Cinematographer Steven Meizler’s distinct use of color helps to establish the film’s timeline. Scenes set in the early part of Jamie and Cathy’s marriage are lit in bright, glossy hues that befit their respective summers in New York and Ohio. As their relationship deteriorates, the color palette becomes noticeably funereal, with heavy emphasis on blacks, grays and strong shadows. The colors unsubtly embody the metaphorical death of the relationship, but the aesthetic is effective in its simplicity.
Indeed substance, not style, is where The Last Five Years runs into trouble. Jason Robert Brown’s music is lively and irresistible, but his lyrics only skim the surface of Cathy and Jamie’s marital woes. Some of the songs address their deeper individual problems head-on, but even then it’s just through a few choice words.

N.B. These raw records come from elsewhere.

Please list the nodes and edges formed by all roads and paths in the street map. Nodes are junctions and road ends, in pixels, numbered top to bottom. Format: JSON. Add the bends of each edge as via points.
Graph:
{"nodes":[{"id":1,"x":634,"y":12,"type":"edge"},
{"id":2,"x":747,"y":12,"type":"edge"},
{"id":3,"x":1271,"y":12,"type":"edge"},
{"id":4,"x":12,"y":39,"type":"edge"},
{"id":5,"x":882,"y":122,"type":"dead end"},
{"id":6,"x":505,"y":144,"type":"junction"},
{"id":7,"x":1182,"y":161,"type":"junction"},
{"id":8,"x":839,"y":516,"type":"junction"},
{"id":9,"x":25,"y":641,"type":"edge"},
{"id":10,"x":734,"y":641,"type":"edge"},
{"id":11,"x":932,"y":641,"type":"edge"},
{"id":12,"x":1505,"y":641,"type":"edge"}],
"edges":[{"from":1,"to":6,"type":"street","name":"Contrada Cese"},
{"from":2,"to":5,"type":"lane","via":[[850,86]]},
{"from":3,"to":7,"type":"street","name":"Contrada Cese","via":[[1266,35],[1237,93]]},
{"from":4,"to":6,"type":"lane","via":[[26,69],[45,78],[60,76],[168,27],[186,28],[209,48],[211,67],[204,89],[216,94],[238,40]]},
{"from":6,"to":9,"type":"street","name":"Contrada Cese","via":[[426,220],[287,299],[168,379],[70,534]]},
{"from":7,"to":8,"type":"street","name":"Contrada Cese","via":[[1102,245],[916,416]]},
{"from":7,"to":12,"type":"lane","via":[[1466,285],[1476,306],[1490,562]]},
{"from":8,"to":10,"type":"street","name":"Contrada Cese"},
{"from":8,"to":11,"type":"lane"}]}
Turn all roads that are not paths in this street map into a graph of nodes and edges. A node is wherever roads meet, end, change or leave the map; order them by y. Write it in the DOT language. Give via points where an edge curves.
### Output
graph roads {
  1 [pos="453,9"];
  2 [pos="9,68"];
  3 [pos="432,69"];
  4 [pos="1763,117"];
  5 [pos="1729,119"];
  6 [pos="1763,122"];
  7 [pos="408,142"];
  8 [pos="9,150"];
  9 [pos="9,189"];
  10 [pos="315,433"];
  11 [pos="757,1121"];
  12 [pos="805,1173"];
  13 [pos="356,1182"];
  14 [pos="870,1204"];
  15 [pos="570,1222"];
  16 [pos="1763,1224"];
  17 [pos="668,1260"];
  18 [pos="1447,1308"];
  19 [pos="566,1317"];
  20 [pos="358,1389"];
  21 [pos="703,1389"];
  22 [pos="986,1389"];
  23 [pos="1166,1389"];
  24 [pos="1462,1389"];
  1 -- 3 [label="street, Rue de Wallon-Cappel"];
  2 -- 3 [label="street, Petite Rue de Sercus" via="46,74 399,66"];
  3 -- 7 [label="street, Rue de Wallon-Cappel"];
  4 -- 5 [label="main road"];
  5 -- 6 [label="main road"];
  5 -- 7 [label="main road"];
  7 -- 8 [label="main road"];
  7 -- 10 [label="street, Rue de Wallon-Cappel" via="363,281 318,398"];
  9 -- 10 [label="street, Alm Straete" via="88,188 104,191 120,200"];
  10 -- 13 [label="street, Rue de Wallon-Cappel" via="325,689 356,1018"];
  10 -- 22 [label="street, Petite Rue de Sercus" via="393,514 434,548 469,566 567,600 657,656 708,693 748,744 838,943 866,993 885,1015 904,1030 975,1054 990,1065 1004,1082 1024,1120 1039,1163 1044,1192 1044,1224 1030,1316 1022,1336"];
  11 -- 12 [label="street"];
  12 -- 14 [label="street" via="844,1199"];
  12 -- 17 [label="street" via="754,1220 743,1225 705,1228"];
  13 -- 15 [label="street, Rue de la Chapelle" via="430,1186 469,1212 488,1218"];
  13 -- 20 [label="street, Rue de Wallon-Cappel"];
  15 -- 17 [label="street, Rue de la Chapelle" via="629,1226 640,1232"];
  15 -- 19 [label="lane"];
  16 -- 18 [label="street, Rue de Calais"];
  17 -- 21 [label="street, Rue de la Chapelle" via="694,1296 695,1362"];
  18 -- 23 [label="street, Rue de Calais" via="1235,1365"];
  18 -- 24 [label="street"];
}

“A Miracle Would Happen” gives Jamie the chance to playfully explain his temptation to pursue other women as his literary career takes off, and the corresponding sequence in the film offers one of the sharpest integrations of Brown’s music into the narrative. But later, the sinister lament “Nobody Needs to Know” fails to identify his issues with the marriage beyond fleeting mentions of his struggles to remain faithful to his wife’s demands. Cathy’s challenges are similarly skimmed over as none of her solos quite capture her grievances with Jamie. We see glimpses of their crumbling marriage but don’t learn enough about the deeper problems driving these two apart.
The source material’s shortcomings reduce the plot to unfortunate tropes. Jamie’s infidelity and Cathy’s devotion are overemphasized. Brown’s musical identifies flaws in both spouses, but LaGravenese’s film squarely pegs Jamie and Cathy as respective marital villain and victim. I could dig in to interpret the hints that the songs drop about their evenly shared responsibility for the relationship’s collapse, but the film doesn’t present it in a way that makes me care.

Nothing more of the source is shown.